“What are we to do to-day?” I asked him, for Whitestone usually knew everything.
“I haven’t heard of anything,” he replied. “Maybe we’ll rest. We deserve it, you and I.”
Whitestone has some egotism, though I do not undertake to criticise him for it.
It seemed that he was right, for we were like two men forgotten, which is a pleasant thing sometimes in the military life. Finding that we had nothing else to do, we walked toward the British camp, which, as a matter of course, was the great object of curiosity for all of us, and sat down just within the line of our sharpshooters. The zeal and activity of these gentlemen had relaxed in no particular, and the crackle of their rifles was a most familiar sound in our ears.
We had a good position and could note the distressed look of the British camp. The baggage wagons were drawn up with small reference to convenience and more to defense. The house, the cellar of which I knew to be inhabited by women, children, and severely wounded men, was so torn by cannon balls that the wind had a fair sweep through it in many places. Some of the soldiers walking about seemed to us at the distance to be drooping and dejected. Yet they made resistance, and their skirmishers were replying to ours, though but feebly.

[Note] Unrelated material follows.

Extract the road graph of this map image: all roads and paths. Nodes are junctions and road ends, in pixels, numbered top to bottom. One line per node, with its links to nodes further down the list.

While I was watching the house I saw three or four officers in very brilliant uniforms come out. After a few steps they stopped and stood talking together with what seemed to be great earnestness. These men were generals, I was sure; their uniforms indicated it, and I guessed they had been holding conference. It must be a matter of importance or they would not stop on their way from it to talk again. I directed Whitestone’s attention, but he was looking already.
“Something’s up,” I said. “Maybe they are planning an attack upon us.”

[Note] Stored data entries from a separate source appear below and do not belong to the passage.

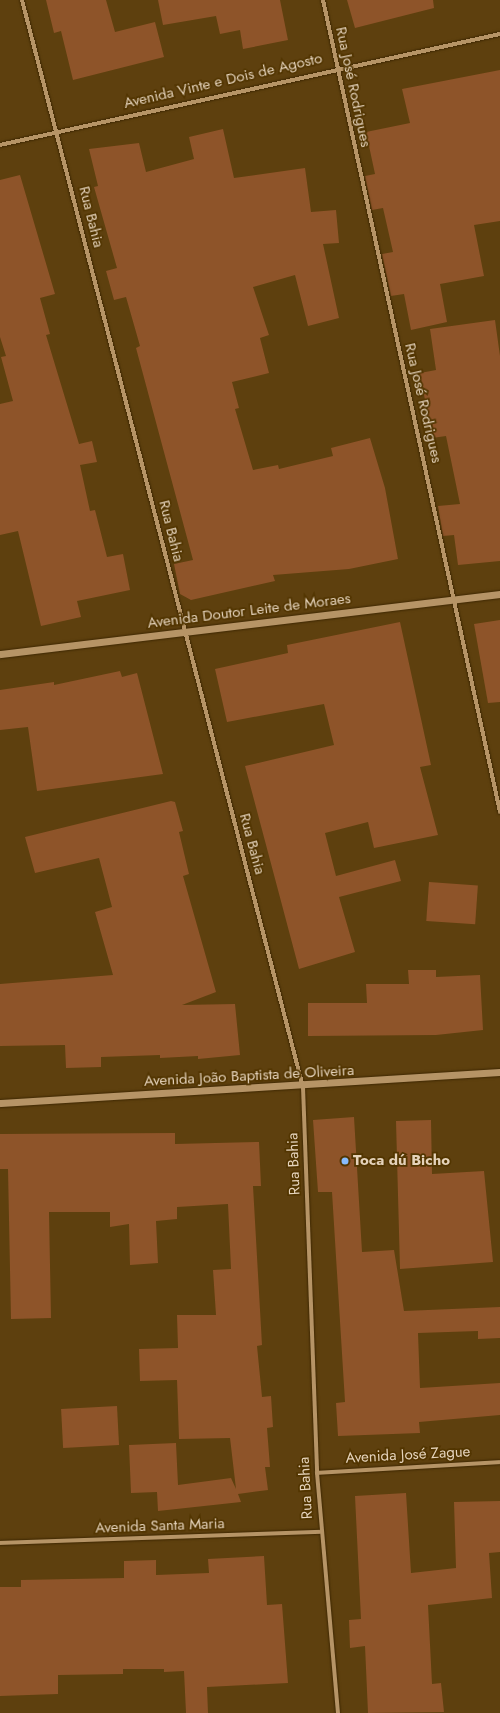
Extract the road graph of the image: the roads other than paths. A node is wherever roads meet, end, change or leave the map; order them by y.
1 (22, 0) edge
2 (323, 0) edge
3 (500, 34) edge
4 (336, 68) junction
5 (58, 132) junction
6 (0, 145) edge
7 (500, 594) edge
8 (455, 600) junction
9 (184, 632) junction
10 (0, 654) edge
11 (500, 812) edge
12 (500, 1072) edge
13 (303, 1087) junction
14 (0, 1103) edge
15 (500, 1462) edge
16 (317, 1473) junction
17 (320, 1532) junction
18 (0, 1543) edge
19 (338, 1713) edge

1 - 5 street, Rua Bahia
2 - 4 street, Rua José Rodrigues
3 - 4 street, Avenida Vinte e Dois de Agosto
4 - 5 street, Avenida Vinte e Dois de Agosto
4 - 8 street, Rua José Rodrigues
5 - 6 street, Avenida Vinte e Dois de Agosto
5 - 9 street, Rua Bahia
7 - 8 street, Avenida Doutor Leite de Moraes
8 - 9 street, Avenida Doutor Leite de Moraes
8 - 11 street, Rua José Rodrigues
9 - 10 street, Avenida Doutor Leite de Moraes
9 - 13 street, Rua Bahia
12 - 13 street, Avenida João Baptista de Oliveira
13 - 14 street, Avenida João Baptista de Oliveira
13 - 16 street, Rua Bahia
15 - 16 street, Avenida José Zague
16 - 17 street, Rua Bahia
17 - 18 street, Avenida Santa Maria
17 - 19 street, Rua Bahia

“Not likely,” he replied. “It may be something altogether different.”
I knew what was running through his mind, and I more than half agreed with him.
The generals passed into a large tent, which must have been that of Burgoyne himself; but in a minute or two an officer came and took his way toward our camp. He was a tall, fine fellow, rather young, and bore himself with much dignity. Of a certainty he had on his finest uniform, for he was dressed as if for the eye of woman. His epaulets and his buttons flashed back the sun’s rays, and his coat was a blaze of scarlet.